◆ WHAT THE EXERCISE ASKS
Could you reproduce the lines below from the one with "M516 1199 534" through the one with "M908 1332 949"? Keep both ends and add nothing.

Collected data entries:

=-=-=

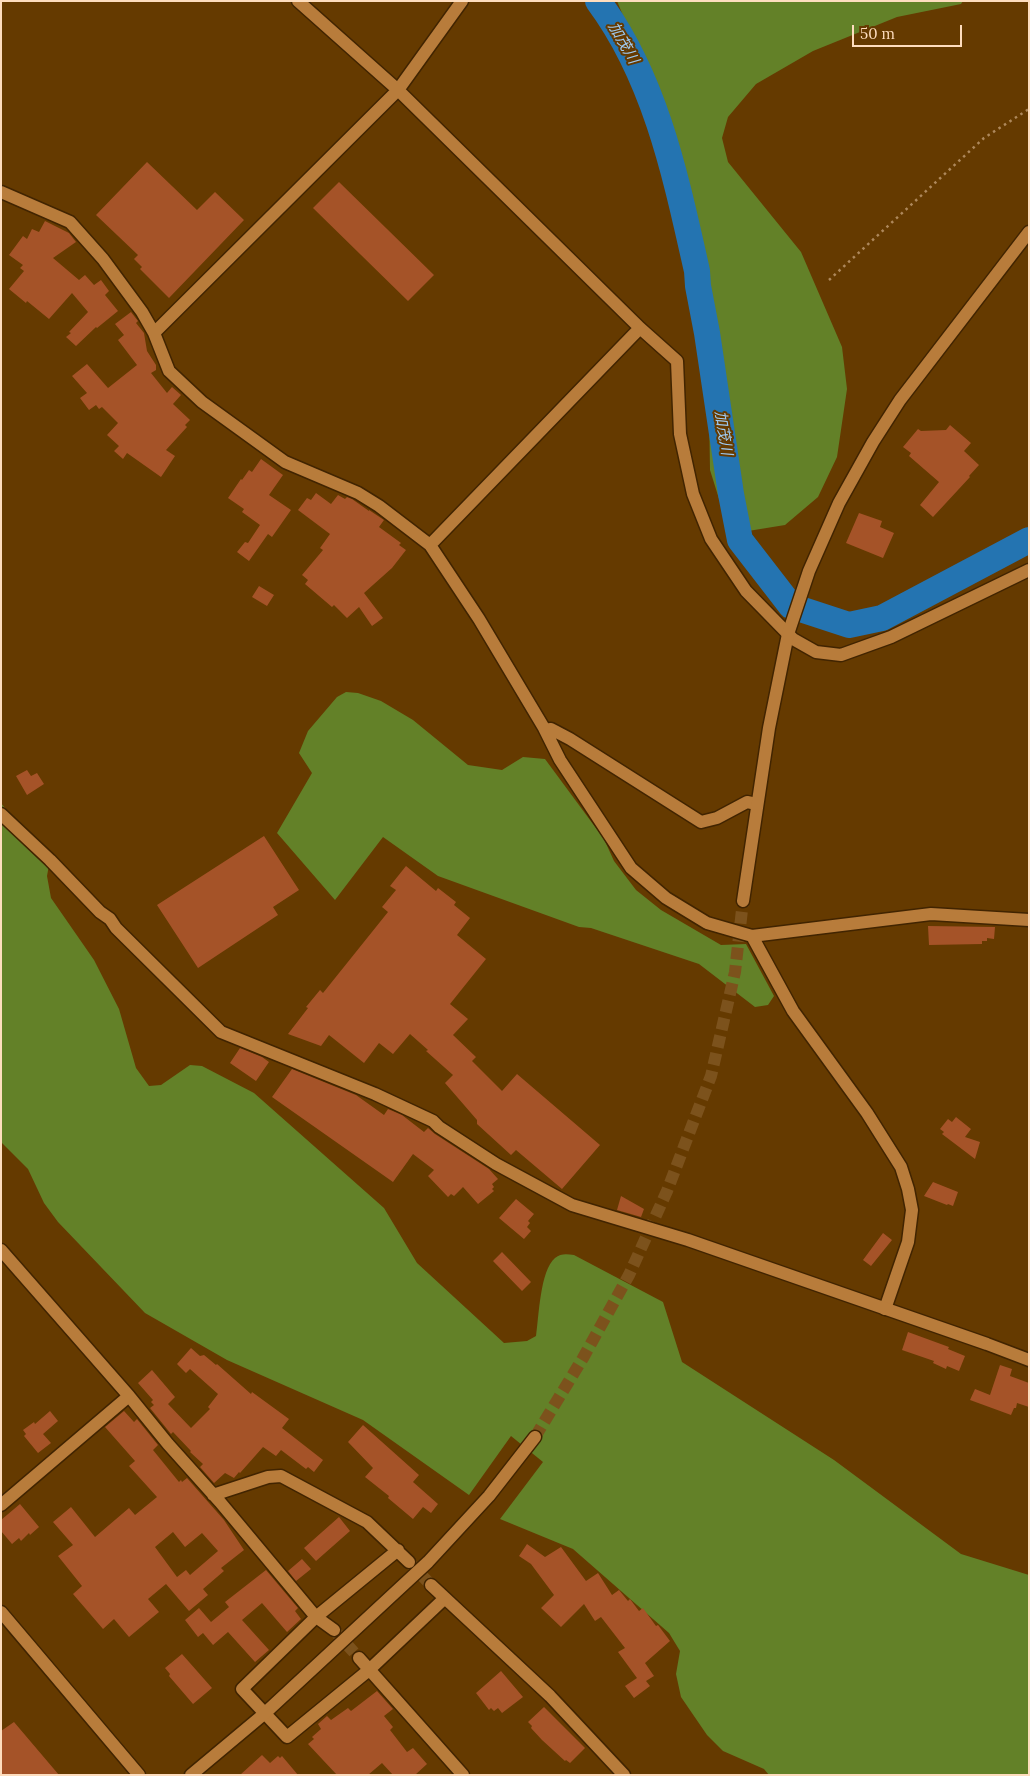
<!DOCTYPE html>
<meta charset="utf-8">
<style>
body{margin:0}
#map{position:relative;width:1030px;height:1776px;overflow:hidden;background:#653a00;font-family:Lora,serif}
canvas{display:block}
.frame{position:absolute;inset:0;border:2px solid #feddbe;pointer-events:none}
.scale{position:absolute;left:852px;top:25px;width:110px;height:22px;box-sizing:border-box;border:2px solid #feddbe;border-top:0;padding-left:6px;font-size:15px;line-height:18px;white-space:nowrap;color:#feddbe;-webkit-text-stroke:4px #653a00;paint-order:stroke}
</style>
<div id="map">
<canvas width="1030" height="1776"></canvas>
<div class="frame"></div>
<div class="scale">50 m</div>
</div>
<script>
const ctx = document.querySelector('canvas').getContext('2d');
ctx.lineJoin = 'round';
function paint(path, color) { ctx.fillStyle = color; ctx.fill(path, 'evenodd'); }
function stroke(path, color, width, dash) { ctx.strokeStyle = color; ctx.lineWidth = width; ctx.lineCap = dash ? 'butt' : 'round'; ctx.setLineDash(dash || []); ctx.stroke(path); }
function write(font, color, halo, rows, align = 'center') {
  ctx.font = font + ' Lora,"Noto Sans JP",serif'; ctx.lineWidth = 4; ctx.setLineDash([]); ctx.textBaseline = 'middle'; ctx.strokeStyle = halo; ctx.fillStyle = color; for (const [text, x, y, turn = 0] of rows) {
    ctx.save(); ctx.translate(x, y); ctx.rotate((+turn || 0) * Math.PI / 180); ctx.textAlign = isNaN(turn) ? turn : align; if (halo) ctx.strokeText(text, 0, 0); ctx.fillText(text, 0, 0); ctx.restore();
  }
}
const forest = new Path2D(`
 M617 1H963L961 4 897 17 813 51 756 84 728 117 722 138 728 162 801 252 842 347 847 389 837 457 818 497 785 525 742 532 725 518 710 470 707 279 662 110Z
 M346 692 358 693 381 701 413 720 468 765 502 770 523 757 545 759 604 839 614 861 636 890 661 910 721 945 746 944 774 996 768 1005 755 1007 699 964 591 928 579 927 438 876 383 837 335 900 277 833 312 773 299 753 308 731 337 697Z
 M1 803 49 865 47 876 51 898 94 960 119 1009 136 1068 149 1086 161 1085 190 1065 202 1066 254 1093 384 1208 417 1263 504 1343 527 1341 536 1336C539 1316 540 1271 555 1258 561 1253 567 1254 574 1255L663 1302 682 1362 834 1460 961 1554 1029 1575V1775H769L764 1769 723 1751 707 1735 681 1697 676 1674 680 1651 669 1633 573 1549 500 1519 543 1462 511 1436 469 1495 363 1420 227 1360 145 1313 58 1222 44 1203 28 1169 1 1142Z`);
const river = new Path2D(`
 M598 1C656 79 676 178 697 271L698 286 707 333 731 494 740 540 791 606 849 625 882 618 1029 540`);
const building = new Path2D(`
 M147 162 197 210 215 192 244 220 169 298 140 269 142 267 134 259 138 255 96 215Z
 M339 182 434 275 408 301 313 208Z
 M45 221 69 233 76 242 53 258 79 280 85 275 94 285 101 280 109 291 105 295 118 311 97 328 96 327 76 346 66 337 71 333 69 332 88 312 72 293 49 319 27 301 26 303 9 289 24 271 20 268 23 265 9 255 23 236 27 239 32 229 39 232Z
 M131 312 138 321 136 323 144 333 147 351 156 365V370L151 373 167 393 172 387 181 395 173 404 190 420 185 425 187 427 166 450 175 456 161 477 127 453 123 459 114 451 119 446 107 435 118 423 102 407 99 409 96 405 89 410 80 398 87 393 72 376 87 364 108 388 137 365 118 340 124 335 115 324Z
 M950 425 971 443 964 451 979 465 969 476 970 477 933 517 920 505 939 482 909 456 911 453 903 447 918 429 921 431 946 430Z
 M261 459 283 475 269 495 291 510 272 537 268 534 249 561 237 552 245 542 248 543 260 525 242 512 244 509 228 498 241 479 242 480 249 470 252 472Z
 M316 493 331 504 338 495 345 499 347 497 352 499 369 511V510L384 520 379 527 401 543 399 545 406 550 392 568 364 593 383 618 372 626 359 607 347 618 334 605 332 607 305 584 308 580 302 575 323 550 320 548 330 534 298 510 307 498 311 500Z
 M859 513 882 521 880 527 894 533 883 558 846 543Z
 M259 586 274 595 267 606 252 597Z
 M27 770 31 776 37 773 44 784 27 795 16 776Z
 M264 836 299 890 273 907 278 915 198 968 157 905Z
 M406 866 436 891 438 888 456 902 454 905 470 918 457 935 486 959 450 1004 468 1019 453 1035 476 1057 472 1061 502 1091 517 1074 600 1145 562 1189 516 1150 511 1155 477 1124V1120L445 1083 453 1075 426 1051 428 1050 410 1034 393 1054 379 1043 364 1063 329 1035 321 1046 288 1034 308 1008 306 1007 320 990 323 993 388 912 382 907 396 890 390 886Z
 M928 926 995 927 994 939 987 938V941H982V944L929 945Z
 M240 1048 262 1057 269 1062 256 1081 230 1063Z
 M292 1069 356 1095 384 1115 388 1109 402 1115 424 1132 428 1128 435 1134 489 1169 498 1179 492 1184 494 1187 492 1189 494 1191 478 1204 463 1187 454 1196 451 1194 448 1197 428 1176 434 1170 413 1154 393 1182 272 1097Z
 M956 1117 971 1129 965 1137 980 1142 975 1159 942 1134 944 1132 940 1129 948 1119 952 1122Z
 M933 1182 958 1192 953 1206 948 1204 947 1205 924 1196Z
 M621 1196 644 1209 641 1217 617 1210Z
 M516 1199 534 1214 528 1221 530 1223 527 1227 531 1231 524 1239 499 1218Z
 M883 1233 892 1240 871 1266 863 1260Z
 M502 1252 531 1282 522 1291 493 1261Z
 M908 1332 949 1347 948 1349 965 1356 959 1371 947 1366 946 1369 933 1363 934 1361 902 1350Z
 M191 1348 200 1356 204 1355 216 1365 217 1364 251 1394 252 1392 289 1419 282 1428 323 1460 314 1472 308 1467 306 1469 281 1450 276 1456 263 1447 240 1473 239 1472 234 1478 225 1473 214 1483 200 1467 203 1464 190 1452 191 1451 173 1432 171 1434 150 1408 154 1405 151 1402 153 1400 138 1383 152 1370 175 1397 168 1404 191 1428 210 1409 208 1407 218 1394 190 1369 186 1373 177 1364Z
 M1000 1365 1012 1369 1010 1376 1029 1383V1407L1017 1403 1016 1408H1014L1011 1415 970 1400 975 1389 990 1395Z
 M50 1411 58 1421 43 1434 51 1443 38 1453 24 1436 26 1434 23 1430 34 1422 35 1424Z
 M124 1411 134 1422 137 1419 158 1445 153 1450 179 1482 181 1480 182 1482 187 1478 224 1520 244 1550 221 1568 224 1571 203 1589 208 1595 189 1611 166 1584 148 1599 159 1612 129 1637 114 1619 103 1629 73 1594 82 1586 58 1556 73 1545 53 1522 71 1507 95 1537 129 1508 135 1515 157 1497 129 1466 135 1461 105 1427ZM173 1532 185 1547 202 1533 218 1551 190 1575 186 1570 177 1577 155 1547Z
 M363 1425 419 1475 413 1482 438 1504 431 1513 423 1507 413 1519 388 1498 389 1496 365 1477 373 1468 348 1442Z
 M20 1504 39 1527 30 1535 29 1533 21 1541 19 1538 12 1544 1 1531V1520Z
 M339 1517 350 1531 316 1561 304 1548Z
 M527 1544 545 1557 561 1547 586 1581 598 1573 612 1595 619 1590 628 1601 630 1599 639 1611 643 1608 656 1626 658 1625 670 1641 645 1663 654 1676 646 1681 650 1686 634 1698 625 1686 637 1678 618 1652 625 1648 601 1617 595 1621 584 1604 561 1627 541 1608 554 1595 531 1564 519 1556Z
 M302 1559 311 1569 296 1581 288 1571Z
 M266 1570 298 1608 295 1611 301 1619 287 1632 262 1603 242 1620 269 1650 255 1662 228 1632 213 1645 203 1633 198 1637 185 1620 199 1608 211 1622 229 1607 225 1602Z
 M182 1654 212 1688 193 1704 169 1676 170 1674 165 1668Z
 M501 1671 523 1697 502 1713 498 1708 494 1711 491 1708 489 1710 476 1693Z
 M377 1691 393 1709 384 1716 393 1727 390 1730 407 1752 413 1748 427 1764 415 1775H393L382 1763 368 1775H337L308 1744 314 1739 312 1737 321 1729 318 1724 327 1716 331 1720 348 1708 351 1711Z
 M544 1707 585 1748 570 1763 566 1760 565 1761 542 1740 531 1728 532 1726 528 1722Z
 M14 1722 59 1775H1V1731Z
 M262 1755 270 1763 278 1756 280 1758 282 1756 298 1775H240Z`);
const minorTunnel = new Path2D(`
 M410 1563 431 1585
 M334 1630 359 1658`);
const tertiaryTunnel = new Path2D(`
 M535 1437 583 1358 629 1275 667 1191 711 1076 735 972 743 901`);
const path = new Path2D(`
 M829 280 984 138 1029 109`);
const minor = new Path2D(`
 M298 1 398 90 640 328 677 361 680 434 693 494 711 539 746 591 793 639 816 652 841 655 891 637 1029 570
 M1 192 70 222 103 259 142 312 154 333 169 371 202 402 285 462 358 493 379 506 430 545 479 619 544 728 560 760 631 868 666 898 707 923 752 936 931 914 1029 920
 M154 333 398 90 462 1
 M430 545 640 328
 M545 730 551 729 570 739 701 822 717 818 747 802 757 804
 M752 936 793 1011 867 1113 901 1167 908 1189 912 1210 908 1242 885 1309
 M1 1250 129 1396 168 1444 220 1502 316 1617 334 1630
 M213 1495 268 1477 281 1476 367 1522 409 1562
 M1 1505 129 1396
 M398 1550 316 1617 242 1689 287 1737 369 1670 445 1598
 M431 1585 550 1696 624 1775
 M359 1658 463 1775`);
const tertiary = new Path2D(`
 M1 814 50 860 100 912 110 919 116 928 221 1032 375 1094 433 1121 439 1127 496 1164 572 1205 688 1240 987 1344 1029 1360
 M743 901 769 728 788 634 809 571 839 503 873 442 900 400 1029 232
 M1 1612 139 1775
 M191 1775 264 1714 428 1562 489 1496 535 1437`);
const waterNames = [
 ["加茂川",623,43,60],
 ["加茂川",723,433,81]
];
paint(forest, '#638128');
stroke(river, '#2474b1', 26);
paint(building, '#a55328');
stroke(minorTunnel, '#7c521c', 12, [12, 6]);
stroke(tertiaryTunnel, '#7c521c', 12, [12, 6]);
stroke(minor, '#412400', 15);
stroke(tertiary, '#412400', 15);
stroke(path, '#ae885b', 2.5, [2.5, 4]);
stroke(minor, '#b87c3b', 12);
stroke(tertiary, '#b87c3b', 12);
write('italic 15px', '#9fcbf2', '#653a00', waterNames);
</script>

=-=-=

◆ OUTPUT FOR THIS TASK
 M516 1199 534 1214 528 1221 530 1223 527 1227 531 1231 524 1239 499 1218Z
 M883 1233 892 1240 871 1266 863 1260Z
 M502 1252 531 1282 522 1291 493 1261Z
 M908 1332 949 1347 948 1349 965 1356 959 1371 947 1366 946 1369 933 1363 934 1361 902 1350Z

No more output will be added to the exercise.